Trying to include entrepreneurs and people with business interests are another way to improve hackathons. I was really impressed that there were over 100 submitted projects for this hackathon, an incredible number and an accomplishment for a hackathon that has been growing bigger every semseter. Most of these projects will die and never be developed for in the future. And while that is a good idea for most of the hacks, some are promising for future development. I would love to see some of these hacks turn into businesses, start generating revenue, or start accumulating large user bases. This is often too much of a time/money constraint for a broke student to accommodate amongst the many classes, projects, exams, work, and debt that they have to deal with. Opening hackathons up to non-students can get entrepreneurs, funding, and people who have the time and money resources to take the project to the next level involved.
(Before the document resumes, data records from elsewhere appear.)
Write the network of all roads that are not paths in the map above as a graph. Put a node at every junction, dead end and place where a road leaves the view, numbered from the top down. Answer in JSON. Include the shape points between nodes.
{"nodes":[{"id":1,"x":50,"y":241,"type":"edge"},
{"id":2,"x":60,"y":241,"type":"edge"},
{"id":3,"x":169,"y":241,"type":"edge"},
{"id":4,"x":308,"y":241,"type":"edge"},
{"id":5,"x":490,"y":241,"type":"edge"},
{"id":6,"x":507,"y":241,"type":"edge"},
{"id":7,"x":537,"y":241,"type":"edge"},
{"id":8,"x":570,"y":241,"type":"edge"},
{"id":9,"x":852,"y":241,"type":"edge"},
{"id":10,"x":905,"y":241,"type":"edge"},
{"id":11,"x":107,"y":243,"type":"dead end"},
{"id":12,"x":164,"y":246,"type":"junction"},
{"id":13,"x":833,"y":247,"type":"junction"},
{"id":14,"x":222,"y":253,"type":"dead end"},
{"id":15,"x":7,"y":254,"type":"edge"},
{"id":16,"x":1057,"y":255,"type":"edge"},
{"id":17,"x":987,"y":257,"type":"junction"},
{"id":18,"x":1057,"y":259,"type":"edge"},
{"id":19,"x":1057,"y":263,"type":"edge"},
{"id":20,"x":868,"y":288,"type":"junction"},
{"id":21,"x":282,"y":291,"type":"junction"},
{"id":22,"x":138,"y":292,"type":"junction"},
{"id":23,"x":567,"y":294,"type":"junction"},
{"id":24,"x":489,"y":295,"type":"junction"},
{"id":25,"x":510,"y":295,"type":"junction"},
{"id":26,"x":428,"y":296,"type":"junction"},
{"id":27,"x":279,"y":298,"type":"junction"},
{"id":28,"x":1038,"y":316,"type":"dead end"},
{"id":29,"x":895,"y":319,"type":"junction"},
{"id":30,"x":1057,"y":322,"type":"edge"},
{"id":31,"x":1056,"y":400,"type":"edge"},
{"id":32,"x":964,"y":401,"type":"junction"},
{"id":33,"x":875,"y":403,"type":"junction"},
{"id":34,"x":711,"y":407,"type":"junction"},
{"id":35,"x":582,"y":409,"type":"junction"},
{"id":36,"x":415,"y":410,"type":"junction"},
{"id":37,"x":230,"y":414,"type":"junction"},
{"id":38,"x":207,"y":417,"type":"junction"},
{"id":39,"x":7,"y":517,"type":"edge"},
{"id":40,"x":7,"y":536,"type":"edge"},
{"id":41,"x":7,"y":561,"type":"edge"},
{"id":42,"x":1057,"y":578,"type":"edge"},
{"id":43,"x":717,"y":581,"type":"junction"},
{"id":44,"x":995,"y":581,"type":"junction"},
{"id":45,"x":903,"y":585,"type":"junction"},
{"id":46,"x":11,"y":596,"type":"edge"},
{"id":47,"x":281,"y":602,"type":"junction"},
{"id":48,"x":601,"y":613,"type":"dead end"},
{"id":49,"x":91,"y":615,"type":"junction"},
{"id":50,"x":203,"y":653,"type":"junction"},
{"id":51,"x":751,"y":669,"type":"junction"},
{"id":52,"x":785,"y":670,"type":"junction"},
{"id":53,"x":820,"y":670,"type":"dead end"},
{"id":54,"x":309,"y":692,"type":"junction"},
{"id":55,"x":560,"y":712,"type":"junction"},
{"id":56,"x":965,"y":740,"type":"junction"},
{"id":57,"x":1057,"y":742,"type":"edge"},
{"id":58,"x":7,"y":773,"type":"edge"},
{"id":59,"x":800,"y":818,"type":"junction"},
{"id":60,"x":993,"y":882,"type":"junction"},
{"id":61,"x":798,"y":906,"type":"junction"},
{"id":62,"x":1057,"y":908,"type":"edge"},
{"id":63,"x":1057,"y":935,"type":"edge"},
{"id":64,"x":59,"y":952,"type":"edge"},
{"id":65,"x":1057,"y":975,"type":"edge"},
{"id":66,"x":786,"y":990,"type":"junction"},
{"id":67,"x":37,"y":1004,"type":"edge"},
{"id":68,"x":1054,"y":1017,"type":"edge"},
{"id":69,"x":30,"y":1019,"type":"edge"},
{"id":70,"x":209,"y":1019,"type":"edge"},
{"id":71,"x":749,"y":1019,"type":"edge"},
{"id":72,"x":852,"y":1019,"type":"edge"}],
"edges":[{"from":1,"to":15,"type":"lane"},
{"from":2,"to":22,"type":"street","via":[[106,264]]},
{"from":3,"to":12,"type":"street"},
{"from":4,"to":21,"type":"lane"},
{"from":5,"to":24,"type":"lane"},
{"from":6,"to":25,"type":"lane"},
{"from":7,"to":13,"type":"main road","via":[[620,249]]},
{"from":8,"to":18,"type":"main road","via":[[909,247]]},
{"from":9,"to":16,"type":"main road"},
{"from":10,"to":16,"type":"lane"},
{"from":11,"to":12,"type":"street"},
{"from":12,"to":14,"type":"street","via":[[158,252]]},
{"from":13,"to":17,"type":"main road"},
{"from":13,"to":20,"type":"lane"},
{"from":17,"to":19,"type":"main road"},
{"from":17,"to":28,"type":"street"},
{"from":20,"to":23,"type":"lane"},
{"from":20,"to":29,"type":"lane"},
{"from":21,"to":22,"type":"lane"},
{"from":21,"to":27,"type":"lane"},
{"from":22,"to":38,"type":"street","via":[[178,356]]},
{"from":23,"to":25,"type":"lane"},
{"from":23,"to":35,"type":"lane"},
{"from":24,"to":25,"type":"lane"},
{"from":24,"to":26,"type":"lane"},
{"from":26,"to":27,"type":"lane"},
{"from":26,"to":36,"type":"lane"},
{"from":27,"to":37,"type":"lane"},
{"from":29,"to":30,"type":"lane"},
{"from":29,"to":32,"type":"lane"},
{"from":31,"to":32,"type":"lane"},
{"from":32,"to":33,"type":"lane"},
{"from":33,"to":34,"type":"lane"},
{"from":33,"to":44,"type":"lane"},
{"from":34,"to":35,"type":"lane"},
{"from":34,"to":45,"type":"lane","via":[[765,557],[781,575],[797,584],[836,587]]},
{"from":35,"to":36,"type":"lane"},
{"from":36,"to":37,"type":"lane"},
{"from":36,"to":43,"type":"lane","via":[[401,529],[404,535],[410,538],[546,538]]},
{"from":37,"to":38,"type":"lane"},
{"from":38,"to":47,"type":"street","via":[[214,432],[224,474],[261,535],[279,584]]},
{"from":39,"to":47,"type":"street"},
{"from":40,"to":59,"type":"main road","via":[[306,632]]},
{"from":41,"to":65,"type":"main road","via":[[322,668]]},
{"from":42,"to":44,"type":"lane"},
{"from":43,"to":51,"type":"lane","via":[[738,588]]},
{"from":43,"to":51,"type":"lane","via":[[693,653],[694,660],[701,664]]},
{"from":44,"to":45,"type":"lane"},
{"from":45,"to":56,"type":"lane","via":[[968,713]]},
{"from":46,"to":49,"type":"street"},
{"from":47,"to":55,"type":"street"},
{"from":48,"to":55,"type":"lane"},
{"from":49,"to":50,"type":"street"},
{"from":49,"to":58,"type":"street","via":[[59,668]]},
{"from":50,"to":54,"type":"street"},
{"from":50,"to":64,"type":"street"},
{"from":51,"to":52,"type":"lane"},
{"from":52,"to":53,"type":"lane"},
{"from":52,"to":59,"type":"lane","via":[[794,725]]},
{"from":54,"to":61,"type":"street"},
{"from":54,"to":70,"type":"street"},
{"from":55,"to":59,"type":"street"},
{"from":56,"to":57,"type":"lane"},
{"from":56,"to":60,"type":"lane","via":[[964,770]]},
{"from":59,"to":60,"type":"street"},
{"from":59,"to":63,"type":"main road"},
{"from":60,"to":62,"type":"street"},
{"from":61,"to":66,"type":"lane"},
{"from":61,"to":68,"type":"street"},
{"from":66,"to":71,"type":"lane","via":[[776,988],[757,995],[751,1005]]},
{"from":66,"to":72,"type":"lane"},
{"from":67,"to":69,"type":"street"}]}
Bringing in non-students also can bring in connections to companies which can be invaluable to students. This can bring in people who have access to jobs, internships, and exclusive technologies. It also can bring experience to show students how technologies or work flows exist in industry and what to be prepared for as ideas move from one or two person teams into businesses with hundreds or thousands of employees.
I stole this off of my blog, as the concerns I had previously are the same.
By contrast I greatly enjoyed MacHack. It saddens me that it's not held anymore. Most people work on their own things, as individuals. The prize is an "A-Trap". It's a type of rat trap; the A-Trap was chosen because Mac OS System and Toolbox calls were implement as "A-Line Exceptions", that is, an illegal instruction, the first byte of which was 0xA.
The objective of MacHack was to hack the system in some clever way; it wasn't to start a business. It was to have fun.